• _WHAT YOU HAVE TO DO_
Pictures should be excluded; otherwise, copy every entry exactly.

(Collected data)
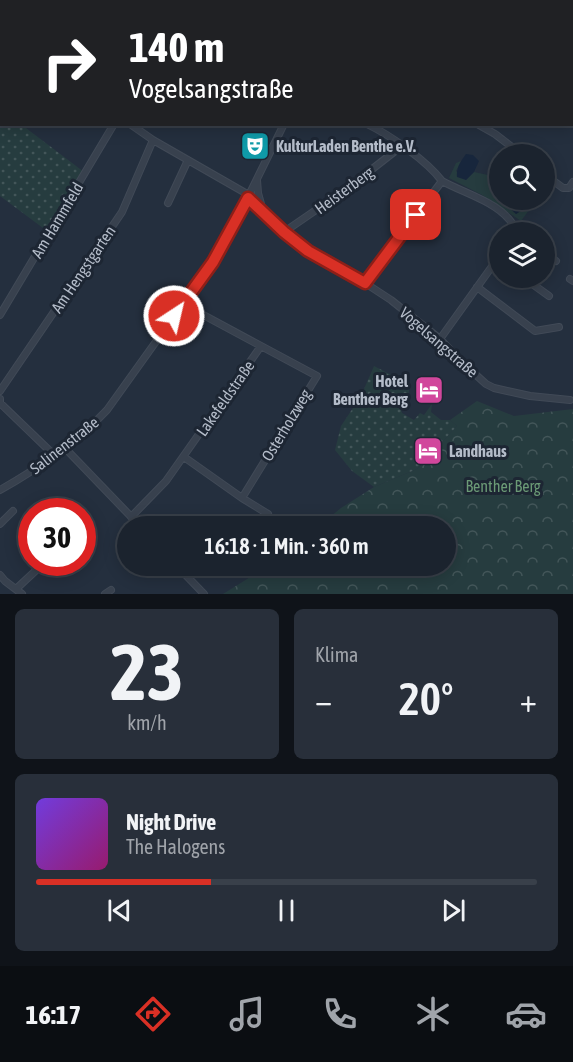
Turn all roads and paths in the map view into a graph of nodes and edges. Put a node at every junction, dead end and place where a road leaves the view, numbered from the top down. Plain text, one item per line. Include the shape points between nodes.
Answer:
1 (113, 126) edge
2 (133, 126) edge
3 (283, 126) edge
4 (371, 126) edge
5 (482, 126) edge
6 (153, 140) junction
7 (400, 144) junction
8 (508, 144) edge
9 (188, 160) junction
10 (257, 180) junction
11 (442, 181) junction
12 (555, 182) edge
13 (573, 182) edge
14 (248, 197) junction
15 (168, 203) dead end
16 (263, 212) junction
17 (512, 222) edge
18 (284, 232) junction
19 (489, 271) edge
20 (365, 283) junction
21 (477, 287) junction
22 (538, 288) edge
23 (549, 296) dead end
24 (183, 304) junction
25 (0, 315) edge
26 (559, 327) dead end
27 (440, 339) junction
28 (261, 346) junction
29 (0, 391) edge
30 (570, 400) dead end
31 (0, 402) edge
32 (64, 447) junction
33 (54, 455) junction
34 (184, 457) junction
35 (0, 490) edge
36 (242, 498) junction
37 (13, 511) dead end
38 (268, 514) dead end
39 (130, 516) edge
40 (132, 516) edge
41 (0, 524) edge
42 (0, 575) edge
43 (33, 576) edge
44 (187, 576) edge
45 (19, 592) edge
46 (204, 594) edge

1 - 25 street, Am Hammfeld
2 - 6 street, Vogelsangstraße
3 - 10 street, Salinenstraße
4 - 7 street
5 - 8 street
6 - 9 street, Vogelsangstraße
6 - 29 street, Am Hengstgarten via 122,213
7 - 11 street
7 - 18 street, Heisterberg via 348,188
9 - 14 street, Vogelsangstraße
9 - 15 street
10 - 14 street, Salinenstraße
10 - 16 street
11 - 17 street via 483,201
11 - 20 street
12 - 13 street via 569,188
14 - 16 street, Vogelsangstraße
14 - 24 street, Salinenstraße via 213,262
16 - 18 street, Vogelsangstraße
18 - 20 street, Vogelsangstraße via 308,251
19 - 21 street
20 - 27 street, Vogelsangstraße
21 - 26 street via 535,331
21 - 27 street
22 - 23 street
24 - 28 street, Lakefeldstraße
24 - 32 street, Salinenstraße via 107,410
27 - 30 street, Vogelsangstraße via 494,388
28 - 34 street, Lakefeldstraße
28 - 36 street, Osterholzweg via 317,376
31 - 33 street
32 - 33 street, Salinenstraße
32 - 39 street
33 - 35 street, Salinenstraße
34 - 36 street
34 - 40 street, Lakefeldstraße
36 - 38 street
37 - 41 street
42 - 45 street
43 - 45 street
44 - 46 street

• _EXPECTED OUTPUT_
Turn all roads and paths in the map view into a graph of nodes and edges. Put a node at every junction, dead end and place where a road leaves the view, numbered from the top down. Plain text, one item per line. Include the shape points between nodes.
Answer:
1 (113, 126) edge
2 (133, 126) edge
3 (283, 126) edge
4 (371, 126) edge
5 (482, 126) edge
6 (153, 140) junction
7 (400, 144) junction
8 (508, 144) edge
9 (188, 160) junction
10 (257, 180) junction
11 (442, 181) junction
12 (555, 182) edge
13 (573, 182) edge
14 (248, 197) junction
15 (168, 203) dead end
16 (263, 212) junction
17 (512, 222) edge
18 (284, 232) junction
19 (489, 271) edge
20 (365, 283) junction
21 (477, 287) junction
22 (538, 288) edge
23 (549, 296) dead end
24 (183, 304) junction
25 (0, 315) edge
26 (559, 327) dead end
27 (440, 339) junction
28 (261, 346) junction
29 (0, 391) edge
30 (570, 400) dead end
31 (0, 402) edge
32 (64, 447) junction
33 (54, 455) junction
34 (184, 457) junction
35 (0, 490) edge
36 (242, 498) junction
37 (13, 511) dead end
38 (268, 514) dead end
39 (130, 516) edge
40 (132, 516) edge
41 (0, 524) edge
42 (0, 575) edge
43 (33, 576) edge
44 (187, 576) edge
45 (19, 592) edge
46 (204, 594) edge

1 - 25 street, Am Hammfeld
2 - 6 street, Vogelsangstraße
3 - 10 street, Salinenstraße
4 - 7 street
5 - 8 street
6 - 9 street, Vogelsangstraße
6 - 29 street, Am Hengstgarten via 122,213
7 - 11 street
7 - 18 street, Heisterberg via 348,188
9 - 14 street, Vogelsangstraße
9 - 15 street
10 - 14 street, Salinenstraße
10 - 16 street
11 - 17 street via 483,201
11 - 20 street
12 - 13 street via 569,188
14 - 16 street, Vogelsangstraße
14 - 24 street, Salinenstraße via 213,262
16 - 18 street, Vogelsangstraße
18 - 20 street, Vogelsangstraße via 308,251
19 - 21 street
20 - 27 street, Vogelsangstraße
21 - 26 street via 535,331
21 - 27 street
22 - 23 street
24 - 28 street, Lakefeldstraße
24 - 32 street, Salinenstraße via 107,410
27 - 30 street, Vogelsangstraße via 494,388
28 - 34 street, Lakefeldstraße
28 - 36 street, Osterholzweg via 317,376
31 - 33 street
32 - 33 street, Salinenstraße
32 - 39 street
33 - 35 street, Salinenstraße
34 - 36 street
34 - 40 street, Lakefeldstraße
36 - 38 street
37 - 41 street
42 - 45 street
43 - 45 street
44 - 46 street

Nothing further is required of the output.